Record excerpts: Begin

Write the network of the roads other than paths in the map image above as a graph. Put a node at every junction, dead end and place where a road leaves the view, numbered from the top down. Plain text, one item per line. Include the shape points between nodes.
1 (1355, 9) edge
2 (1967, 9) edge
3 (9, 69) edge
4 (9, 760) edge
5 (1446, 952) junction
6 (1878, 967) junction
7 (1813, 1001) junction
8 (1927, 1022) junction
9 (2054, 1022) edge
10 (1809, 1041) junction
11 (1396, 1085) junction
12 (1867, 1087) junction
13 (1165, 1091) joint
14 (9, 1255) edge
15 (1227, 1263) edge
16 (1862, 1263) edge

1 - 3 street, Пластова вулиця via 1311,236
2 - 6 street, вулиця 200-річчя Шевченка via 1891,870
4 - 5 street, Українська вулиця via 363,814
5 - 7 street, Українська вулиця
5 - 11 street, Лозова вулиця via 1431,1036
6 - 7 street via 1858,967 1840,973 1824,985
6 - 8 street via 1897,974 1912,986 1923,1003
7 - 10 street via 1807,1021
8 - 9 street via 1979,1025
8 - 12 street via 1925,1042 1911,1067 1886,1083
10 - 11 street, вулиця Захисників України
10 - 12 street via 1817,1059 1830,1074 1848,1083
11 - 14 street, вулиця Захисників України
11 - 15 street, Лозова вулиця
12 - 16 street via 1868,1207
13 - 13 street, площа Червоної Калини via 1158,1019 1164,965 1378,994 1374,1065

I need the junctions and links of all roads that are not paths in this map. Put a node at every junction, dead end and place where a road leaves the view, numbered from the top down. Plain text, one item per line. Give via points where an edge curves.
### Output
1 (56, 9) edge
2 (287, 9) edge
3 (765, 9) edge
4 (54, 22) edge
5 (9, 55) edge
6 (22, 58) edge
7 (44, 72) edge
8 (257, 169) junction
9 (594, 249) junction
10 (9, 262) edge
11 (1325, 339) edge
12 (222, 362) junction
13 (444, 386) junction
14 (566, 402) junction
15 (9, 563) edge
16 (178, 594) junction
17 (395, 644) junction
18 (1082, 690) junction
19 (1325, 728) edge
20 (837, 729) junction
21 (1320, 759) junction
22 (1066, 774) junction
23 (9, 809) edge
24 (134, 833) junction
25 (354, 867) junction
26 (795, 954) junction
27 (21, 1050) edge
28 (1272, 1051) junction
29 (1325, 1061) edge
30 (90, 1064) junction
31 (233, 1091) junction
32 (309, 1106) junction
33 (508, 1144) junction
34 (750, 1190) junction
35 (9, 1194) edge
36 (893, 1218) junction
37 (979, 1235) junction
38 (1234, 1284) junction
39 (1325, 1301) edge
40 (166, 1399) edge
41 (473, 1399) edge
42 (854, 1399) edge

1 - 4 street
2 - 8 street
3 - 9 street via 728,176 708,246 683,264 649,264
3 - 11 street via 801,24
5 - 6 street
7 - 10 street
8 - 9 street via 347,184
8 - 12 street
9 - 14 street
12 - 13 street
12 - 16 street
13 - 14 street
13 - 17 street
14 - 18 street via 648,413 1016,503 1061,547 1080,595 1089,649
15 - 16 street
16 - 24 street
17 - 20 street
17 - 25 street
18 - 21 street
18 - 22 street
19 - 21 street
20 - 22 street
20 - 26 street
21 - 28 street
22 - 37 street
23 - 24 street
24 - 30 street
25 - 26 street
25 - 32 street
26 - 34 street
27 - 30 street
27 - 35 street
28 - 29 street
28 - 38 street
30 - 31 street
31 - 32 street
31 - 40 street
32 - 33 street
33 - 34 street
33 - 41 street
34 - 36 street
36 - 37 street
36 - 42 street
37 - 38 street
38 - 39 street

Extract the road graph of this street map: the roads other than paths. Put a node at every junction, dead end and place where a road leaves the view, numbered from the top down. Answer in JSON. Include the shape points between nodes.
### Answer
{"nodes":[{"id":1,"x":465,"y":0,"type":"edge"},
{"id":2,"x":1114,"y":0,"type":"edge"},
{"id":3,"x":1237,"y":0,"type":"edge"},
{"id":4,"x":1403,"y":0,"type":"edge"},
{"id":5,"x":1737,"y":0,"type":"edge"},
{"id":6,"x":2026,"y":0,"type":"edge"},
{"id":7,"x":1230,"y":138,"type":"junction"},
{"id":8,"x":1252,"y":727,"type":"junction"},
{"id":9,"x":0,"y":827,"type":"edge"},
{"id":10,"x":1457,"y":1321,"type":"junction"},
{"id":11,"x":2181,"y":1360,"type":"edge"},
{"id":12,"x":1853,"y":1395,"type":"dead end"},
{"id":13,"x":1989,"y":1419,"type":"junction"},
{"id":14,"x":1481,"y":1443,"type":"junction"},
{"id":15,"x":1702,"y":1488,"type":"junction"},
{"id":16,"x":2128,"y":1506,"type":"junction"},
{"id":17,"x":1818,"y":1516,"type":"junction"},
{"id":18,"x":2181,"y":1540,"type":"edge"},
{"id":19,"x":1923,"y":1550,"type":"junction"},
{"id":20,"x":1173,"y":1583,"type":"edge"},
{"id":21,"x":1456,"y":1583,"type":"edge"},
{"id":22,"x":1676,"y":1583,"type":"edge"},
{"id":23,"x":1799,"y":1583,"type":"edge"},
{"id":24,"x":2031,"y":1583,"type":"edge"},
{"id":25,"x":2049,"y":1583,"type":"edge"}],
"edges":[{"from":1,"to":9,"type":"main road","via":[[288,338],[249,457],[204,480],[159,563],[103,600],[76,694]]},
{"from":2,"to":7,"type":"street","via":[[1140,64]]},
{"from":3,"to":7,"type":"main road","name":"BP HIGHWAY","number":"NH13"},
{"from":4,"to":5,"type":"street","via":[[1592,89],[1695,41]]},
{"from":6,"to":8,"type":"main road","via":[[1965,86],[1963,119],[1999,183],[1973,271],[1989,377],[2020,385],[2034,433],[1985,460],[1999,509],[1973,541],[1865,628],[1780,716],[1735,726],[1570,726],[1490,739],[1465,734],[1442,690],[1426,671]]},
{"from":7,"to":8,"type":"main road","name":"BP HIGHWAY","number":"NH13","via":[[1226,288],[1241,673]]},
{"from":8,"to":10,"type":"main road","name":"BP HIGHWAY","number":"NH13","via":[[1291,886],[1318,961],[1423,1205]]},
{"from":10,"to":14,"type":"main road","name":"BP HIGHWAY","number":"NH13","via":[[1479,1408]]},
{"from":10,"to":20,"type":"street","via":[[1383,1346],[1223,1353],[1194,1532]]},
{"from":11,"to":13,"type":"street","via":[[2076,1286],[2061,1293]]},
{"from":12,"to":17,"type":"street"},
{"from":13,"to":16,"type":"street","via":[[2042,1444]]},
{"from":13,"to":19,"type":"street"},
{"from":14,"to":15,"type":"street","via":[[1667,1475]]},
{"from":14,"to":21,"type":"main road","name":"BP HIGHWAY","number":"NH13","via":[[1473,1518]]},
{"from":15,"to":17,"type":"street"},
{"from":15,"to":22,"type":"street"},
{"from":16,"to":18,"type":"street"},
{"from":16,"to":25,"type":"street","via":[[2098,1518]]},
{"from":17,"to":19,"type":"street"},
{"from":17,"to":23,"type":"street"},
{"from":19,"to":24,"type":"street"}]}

Record excerpts: End

» Work required
Wherever a line of the data holds "Захисників", copy that line.

» Expected answer
10 - 11 street, вулиця Захисників України
11 - 14 street, вулиця Захисників України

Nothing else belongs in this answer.